> **Dataset records**
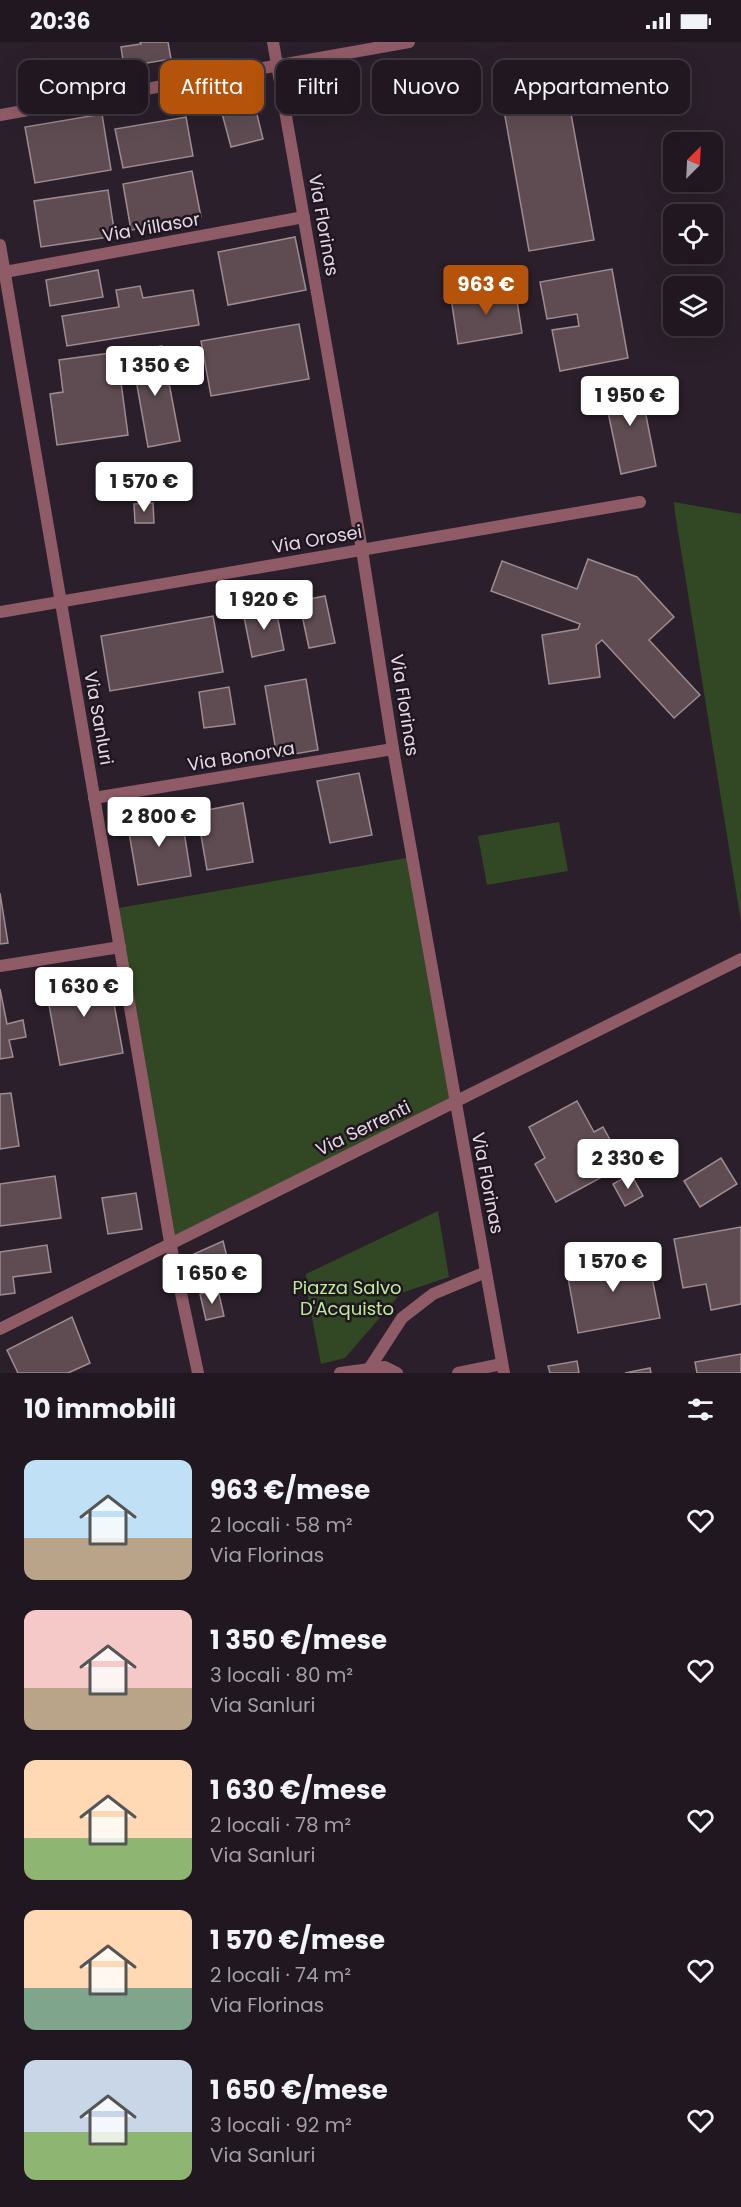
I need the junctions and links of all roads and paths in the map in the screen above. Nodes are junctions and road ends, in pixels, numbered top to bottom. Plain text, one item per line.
1 (273, 42) edge
2 (409, 42) edge
3 (276, 60) edge
4 (310, 60) edge
5 (276, 66) edge
6 (286, 114) edge
7 (0, 115) edge
8 (304, 217) junction
9 (0, 245) edge
10 (5, 272) junction
11 (640, 502) dead end
12 (362, 550) junction
13 (61, 602) junction
14 (0, 612) edge
15 (393, 749) junction
16 (94, 798) junction
17 (120, 948) junction
18 (741, 959) edge
19 (0, 966) edge
20 (455, 1103) junction
21 (170, 1242) junction
22 (486, 1272) junction
23 (0, 1329) edge
24 (503, 1368) edge
25 (369, 1369) junction
26 (198, 1373) edge
27 (340, 1373) edge
28 (397, 1373) edge
29 (458, 1373) edge

1 - 3 street, Via Florinas
2 - 4 street
5 - 7 street
6 - 8 street, Via Florinas
8 - 10 street, Via Villasor
8 - 12 street, Via Florinas
9 - 10 street, Via Sanluri
10 - 13 street, Via Sanluri
11 - 12 street, Via Orosei
12 - 13 street, Via Orosei
12 - 15 street, Via Florinas
13 - 14 street, Via Orosei
13 - 16 street, Via Sanluri
15 - 16 street, Via Bonorva
15 - 20 street, Via Florinas
16 - 17 street, Via Sanluri
17 - 19 street
17 - 21 street, Via Sanluri
18 - 20 street, Via Serrenti
20 - 21 street, Via Serrenti
20 - 22 street, Via Florinas
21 - 23 street, Via Serrenti
21 - 26 street, Via Sanluri
22 - 24 street, Via Florinas
22 - 25 street
24 - 29 street
25 - 27 street
25 - 28 street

> **Task requirements**
Check each line above for the string "Florinas" and show the ones that have it.

> **Response to the exercise**
1 - 3 street, Via Florinas
6 - 8 street, Via Florinas
8 - 12 street, Via Florinas
12 - 15 street, Via Florinas
15 - 20 street, Via Florinas
20 - 22 street, Via Florinas
22 - 24 street, Via Florinas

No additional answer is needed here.